Syaikh Ahmad Al-Dardiri  : Pengampu Ilmu Rasional dan Transisional

Nama, Nasab dan Gurunya

Abul Barakat Ahmad bin Muhammad bin Ahmad bin Abi Hamid al-Adawi al-Maliki al-Kholwati al-Azhari yang dikenal dengan al-Dardir merupakan tokoh ilmu rasional dan transisional. Sosok yang gemar amar ma’ruf, nahi munkar, tidak pernah gentar oleh cacian sekitar, penuh daya semangat untuk berbuat kebajikan. Pemilik kalimat cantik nan indah, kesusastraannya dapat dicerna dan diterima yang menunjukkan atas satu-satunya ulama’ yang tiada tandingan dimasanya.

Syaikh Ahmad al-Dardir lahir pada tahun 1127 H/1715 M di desa Bani ‘Adi kota Asyuth, Mesir. Sedari kecil, beliau sudah menghafal Al Qur’an sekaligus tajwidnya dan beliau dianugerahi gemar kepada ilmu sehingga beliau mendatangi Jami’ Al-Azhar untuk belajar beberapa ilmu kepada para ‘Ulama yang atas pengajaran-pengajaran yang beliau terima menjadikannya sebagai ‘ulama yang bersinar dan tiada tandingan dimasanya.

Diantara guru-gurunya adalah Syaikh al-Sho’idiy dalam bidang fiqih Malikiy, Syaikh al-Malawiy dan al-Hifni dalam Thoriqoh Kholwatiyah dan menjadi salah satu mursyid agung di thoriqoh tersebut, dan beliau juga berguru kepada Syaikh al-Dasuqi, Syaikh al-‘Uqbawi, dan Syaikh al- Siba’i. Dimasa hidup guru-gurunya, Syaikh Ahmad al-Dardir diizinkan untuk berfatwa berdasarkan keilmuan, kezuhudan dan keagamaannya yang sangat beliau jaga, bahkan beliau dianggap sebagai guru dari penduduk Mesir pasca meninggalnya gurunya yang mulia, al-Sho’idiy. Ditangan Syaikh Ahmad al-Dardir juga menjebolkan beberapa ulama’ yang agung, diantaranya adalah al-‘Adawi, al-Ahmadi, al-Thorabulisi, al-Showi dan al-Fallani.

Kisah Keberaniannya dalam Nahi Munkar

Saksi bisu yang mencatat keberanian Syaikh Ahmad al-Dardir dalam nahi munkar adalah peristiwa yang terjadi pada tahun 1191 H di bulan Jumadil awal, yaitu ketika perseteruan antara orang Maroko yang bermukim didekat masjid al-Azhar dengan wadiul yad (penggarap tanah yang sebenarnya, tetapi orang tersebut tidak mempunyai kepemilikan yang sah) terkait dengan tanah wakaf yang hampir disentuh oleh orang Maroko tersebut.
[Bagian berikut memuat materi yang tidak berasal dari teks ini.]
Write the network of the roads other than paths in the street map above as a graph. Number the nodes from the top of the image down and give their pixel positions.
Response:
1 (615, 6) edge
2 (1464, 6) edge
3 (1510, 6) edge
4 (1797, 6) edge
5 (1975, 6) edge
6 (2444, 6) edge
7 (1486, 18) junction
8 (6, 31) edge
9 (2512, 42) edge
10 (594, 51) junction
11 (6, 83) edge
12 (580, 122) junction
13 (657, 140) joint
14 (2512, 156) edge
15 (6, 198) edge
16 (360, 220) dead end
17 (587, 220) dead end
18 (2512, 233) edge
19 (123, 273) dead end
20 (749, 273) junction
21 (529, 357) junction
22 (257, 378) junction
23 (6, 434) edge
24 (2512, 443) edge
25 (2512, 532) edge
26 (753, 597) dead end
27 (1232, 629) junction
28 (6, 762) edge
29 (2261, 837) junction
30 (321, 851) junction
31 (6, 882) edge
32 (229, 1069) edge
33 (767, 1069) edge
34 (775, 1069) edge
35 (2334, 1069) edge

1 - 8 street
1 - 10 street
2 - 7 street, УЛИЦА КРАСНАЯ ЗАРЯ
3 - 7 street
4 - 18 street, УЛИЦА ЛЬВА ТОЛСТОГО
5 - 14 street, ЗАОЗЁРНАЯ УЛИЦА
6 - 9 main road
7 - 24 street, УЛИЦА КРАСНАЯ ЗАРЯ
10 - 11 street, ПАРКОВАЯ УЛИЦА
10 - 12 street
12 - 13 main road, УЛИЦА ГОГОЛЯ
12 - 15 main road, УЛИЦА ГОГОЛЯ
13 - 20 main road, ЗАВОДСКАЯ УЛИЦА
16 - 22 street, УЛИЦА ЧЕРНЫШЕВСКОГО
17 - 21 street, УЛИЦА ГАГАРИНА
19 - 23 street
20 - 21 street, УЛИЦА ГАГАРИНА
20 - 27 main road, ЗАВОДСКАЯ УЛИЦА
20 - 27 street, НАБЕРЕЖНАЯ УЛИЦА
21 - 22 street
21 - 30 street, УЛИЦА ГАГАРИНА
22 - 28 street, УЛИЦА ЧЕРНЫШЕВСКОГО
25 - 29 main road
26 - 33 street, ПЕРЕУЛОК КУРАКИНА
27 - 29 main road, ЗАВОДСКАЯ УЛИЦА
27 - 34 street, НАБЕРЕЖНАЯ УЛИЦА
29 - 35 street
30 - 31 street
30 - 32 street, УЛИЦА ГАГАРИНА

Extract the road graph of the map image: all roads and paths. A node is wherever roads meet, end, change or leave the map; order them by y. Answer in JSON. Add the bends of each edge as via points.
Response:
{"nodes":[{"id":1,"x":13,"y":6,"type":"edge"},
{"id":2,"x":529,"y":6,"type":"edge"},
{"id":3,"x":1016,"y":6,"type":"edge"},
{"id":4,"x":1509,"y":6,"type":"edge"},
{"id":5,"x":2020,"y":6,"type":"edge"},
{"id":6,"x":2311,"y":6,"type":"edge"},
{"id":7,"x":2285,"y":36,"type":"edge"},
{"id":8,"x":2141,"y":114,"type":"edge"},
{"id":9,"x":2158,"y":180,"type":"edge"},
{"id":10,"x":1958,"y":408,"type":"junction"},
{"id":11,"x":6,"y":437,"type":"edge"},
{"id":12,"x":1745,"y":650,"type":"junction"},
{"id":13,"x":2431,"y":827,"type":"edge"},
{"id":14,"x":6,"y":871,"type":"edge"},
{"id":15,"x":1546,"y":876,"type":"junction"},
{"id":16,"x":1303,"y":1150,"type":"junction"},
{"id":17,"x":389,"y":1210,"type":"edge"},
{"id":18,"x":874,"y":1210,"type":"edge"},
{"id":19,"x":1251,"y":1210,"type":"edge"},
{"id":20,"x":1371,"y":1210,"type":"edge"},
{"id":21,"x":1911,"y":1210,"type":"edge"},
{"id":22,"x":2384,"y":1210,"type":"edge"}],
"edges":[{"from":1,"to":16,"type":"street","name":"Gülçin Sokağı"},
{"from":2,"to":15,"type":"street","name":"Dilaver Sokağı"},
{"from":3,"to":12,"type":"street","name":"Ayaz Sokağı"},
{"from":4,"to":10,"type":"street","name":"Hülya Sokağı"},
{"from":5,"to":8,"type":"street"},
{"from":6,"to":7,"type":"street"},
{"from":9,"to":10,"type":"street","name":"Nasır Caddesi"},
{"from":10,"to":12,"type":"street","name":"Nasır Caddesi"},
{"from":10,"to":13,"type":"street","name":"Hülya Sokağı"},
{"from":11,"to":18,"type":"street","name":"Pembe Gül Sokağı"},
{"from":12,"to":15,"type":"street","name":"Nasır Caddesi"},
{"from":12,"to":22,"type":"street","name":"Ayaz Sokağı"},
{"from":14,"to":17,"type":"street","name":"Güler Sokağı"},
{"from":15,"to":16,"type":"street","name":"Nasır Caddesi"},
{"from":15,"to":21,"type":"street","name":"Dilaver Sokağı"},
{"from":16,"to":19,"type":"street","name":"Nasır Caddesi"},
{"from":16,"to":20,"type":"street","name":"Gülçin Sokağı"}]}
Sampailah perkara tersebut kepada peradilan yang kemudian dimenangkan oleh pihak Maroko.

Deputi dari pihak Maroko adalah Syaikh Abbasa dan dari pihak wadiul yad adalah Yusuf Bey, salah satu pemerintah yang kepadanya wadiul yad meminta bantuan. Ketika perkara sudah diangkat ke meja peradilan dan kebenarannya ada pada pihak Maroko, dimana tidak sesuai dengan apa yang dikehendaki pemerintah membuat Yusuf Bey marah dan menuduh orang Maroko berbuat kebatilan, bahkan dia mengirim sekelompok orang untuk membungkam Syaikh Abbasa, deputi pihak Maroko.

Berita tersebut dilaporkan kepada Syaikh Ahmad al-Dardir, sehingga beliau menulis surat untuk Yusuf Bey yang menyatakan bahwa Yusuf Bey telah menyinggung penuntut ilmu dan telah melanggar syariat. Namun, ketika surat tersebut yang dibawa oleh Syaikh Abdur Rahman dan rombongannya sampai pada Yusuf Bey, dia marah dan tidak segan memenjarakan utusan Syaikh Ahmad al-Dardir.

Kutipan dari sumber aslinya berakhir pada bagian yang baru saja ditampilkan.